Langsung ke konten utama

Off Road membelah Bukit Menoreh, Kulon Progo

Sabtu, 4 November 2017, saya mengikuti kegiatan lintas alam menunggang mobil jeep khusus Off Road di Bukit Menoreh, Kulon Progo, Daerah Istimewa Yogyakarta.

Pengalaman pertama ini saya tunggu-tunggu. Terbayang lintasan berbatu cadas, sungai, tanah berlumpur serta kontur jalan meliuk-liuk di perbukitan. Jeep yang dimodifikasi mengganti ban standard dengan radial, serta bagian kap yang dibongkar diharapkan mengatasi persoalan di lapangan.

Perjalanan pagi berembun itu dimulai dari garis start di Rimbono Homestay, Desa Nglinggo. Suhu udara sekitar 16-18 derajat celcius, ketika terdengar adzan subuh.

Saya bergegas bangkit dari kasur yang tergelar di lantai kayu untuk membuyarkan rasa penat dan panggilan alam agar sebaiknya tidur lagi.

Suara jangkrik dan katak syahdu terdengar sejak saya beringsut tidur, setelah melumat beberapa biji durian kampung setempat tadi malam.

Rumah kecil (kapasitas dua orang) dari bahan kayu dengan ornamen dua jendela kaca, satu kamar mandi kecil dan pintu utama untuk keluar dan masuk adalah tempat menginap yang mengesankan.

Dinding kayu tanpa polesan warna atau vernis. Satu unit tivi layar gembung teronggok di sudut ruangan. Saya tak berminat menghidupkannya.

Sementara satu kasur dan dua bantal, sudah dikuasai oleh dua teman yang lebih dulu bermimpi. Artinya, saya tidak mendapat perlengkapan tidur yang representatif.

Rimbono Homestay memang bukan hotel, yang bisa dimintakan tambahan kasur dan lainnya. Tempat ini menawarkan konsep tidur di rumah warga. Bahwa tidak ada jaringan wifi untuk koneksi internet, itu lain perkara.

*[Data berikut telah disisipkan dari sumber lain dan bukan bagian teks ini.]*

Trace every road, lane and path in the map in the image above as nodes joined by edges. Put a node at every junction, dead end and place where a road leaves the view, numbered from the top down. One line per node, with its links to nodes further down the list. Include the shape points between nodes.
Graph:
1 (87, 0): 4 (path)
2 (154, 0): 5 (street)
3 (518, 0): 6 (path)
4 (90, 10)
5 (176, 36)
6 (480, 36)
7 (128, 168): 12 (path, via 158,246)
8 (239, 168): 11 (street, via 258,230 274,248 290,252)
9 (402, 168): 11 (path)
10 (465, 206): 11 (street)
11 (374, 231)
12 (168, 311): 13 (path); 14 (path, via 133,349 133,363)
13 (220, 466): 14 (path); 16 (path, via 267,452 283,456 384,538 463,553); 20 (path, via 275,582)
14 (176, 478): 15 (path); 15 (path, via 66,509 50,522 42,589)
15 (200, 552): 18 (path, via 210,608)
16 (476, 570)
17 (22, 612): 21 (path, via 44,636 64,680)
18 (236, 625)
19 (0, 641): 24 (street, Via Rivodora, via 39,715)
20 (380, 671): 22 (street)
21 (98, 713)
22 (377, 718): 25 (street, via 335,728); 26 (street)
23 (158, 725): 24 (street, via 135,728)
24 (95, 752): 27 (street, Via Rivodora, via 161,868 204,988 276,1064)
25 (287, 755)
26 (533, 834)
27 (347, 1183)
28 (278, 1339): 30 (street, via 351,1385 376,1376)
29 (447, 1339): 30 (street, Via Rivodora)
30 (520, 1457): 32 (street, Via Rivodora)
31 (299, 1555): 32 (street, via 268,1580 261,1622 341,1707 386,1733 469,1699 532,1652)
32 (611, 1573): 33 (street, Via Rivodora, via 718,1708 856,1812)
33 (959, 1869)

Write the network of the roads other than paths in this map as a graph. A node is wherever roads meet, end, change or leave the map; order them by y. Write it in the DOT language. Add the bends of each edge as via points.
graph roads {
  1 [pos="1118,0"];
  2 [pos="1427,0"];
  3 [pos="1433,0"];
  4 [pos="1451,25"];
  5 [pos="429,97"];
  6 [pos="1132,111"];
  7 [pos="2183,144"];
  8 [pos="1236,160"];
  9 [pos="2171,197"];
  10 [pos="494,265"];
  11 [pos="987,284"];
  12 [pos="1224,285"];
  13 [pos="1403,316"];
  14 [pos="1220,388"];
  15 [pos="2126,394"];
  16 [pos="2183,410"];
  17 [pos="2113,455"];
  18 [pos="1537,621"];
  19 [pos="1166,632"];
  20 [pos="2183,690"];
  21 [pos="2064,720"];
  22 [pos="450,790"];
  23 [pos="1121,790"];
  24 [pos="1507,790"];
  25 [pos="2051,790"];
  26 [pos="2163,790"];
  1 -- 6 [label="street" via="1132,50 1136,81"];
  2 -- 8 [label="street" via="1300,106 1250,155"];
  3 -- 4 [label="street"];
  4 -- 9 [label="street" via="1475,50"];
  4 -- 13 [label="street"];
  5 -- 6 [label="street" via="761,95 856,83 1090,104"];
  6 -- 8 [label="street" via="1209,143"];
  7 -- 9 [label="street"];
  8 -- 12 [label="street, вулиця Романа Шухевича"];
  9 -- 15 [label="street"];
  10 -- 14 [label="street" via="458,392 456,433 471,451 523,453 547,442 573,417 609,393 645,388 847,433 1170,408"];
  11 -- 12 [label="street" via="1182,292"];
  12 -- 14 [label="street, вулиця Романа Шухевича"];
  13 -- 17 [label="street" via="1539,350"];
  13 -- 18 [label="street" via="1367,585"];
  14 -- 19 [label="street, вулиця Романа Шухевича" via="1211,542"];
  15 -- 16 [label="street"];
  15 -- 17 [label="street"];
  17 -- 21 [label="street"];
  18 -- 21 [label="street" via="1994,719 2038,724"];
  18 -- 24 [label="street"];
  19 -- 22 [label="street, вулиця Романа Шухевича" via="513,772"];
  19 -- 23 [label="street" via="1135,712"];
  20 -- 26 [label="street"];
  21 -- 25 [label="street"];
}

Dua rekan sekamar saya, Sutrisno dan Jimmy masih tertidur saat saya berjingkat lengser ke kamar mandi jam 05.00.

Desa Nglinggo berada persis di lereng Bukit Menoreh, sekitar 30 kilometer dari pusat kota Jogja. Nama bukit ini punya kenangan sendiri buat saya. Waktu Taman Kanak-kanak, saya sering melihat Pakde asik membaca buku "Api di Bukit Menoreh" karya SH Mintardja itu. Bukunya berjilid-jilid.

Kawasan perbukitan ini dikepung hutan, dan kebun teh. Beberapa warga menanam kopi jenis robusta yang terkenal aroma dan rasanya. Saya mencobanya semalam sambil nonton pertunjukan seni rakyat di lapangan. Hmm..


Membelah Bukit 

Off Road (berkendara di jalur non aspal) ini adalah agenda kerjasama antara Forum Wartawan Pariwisata dengan Puskompublik Kementerian Pariwisata.

Berkunjung ke Desa Wisata Nglinggo di Desa Pagerharjo, Samigaluh belum lengkap bila tidak merasakan sensasi menyusuri hutan pinus dengan jalur off road kendaraan jenis Jeep 4x4.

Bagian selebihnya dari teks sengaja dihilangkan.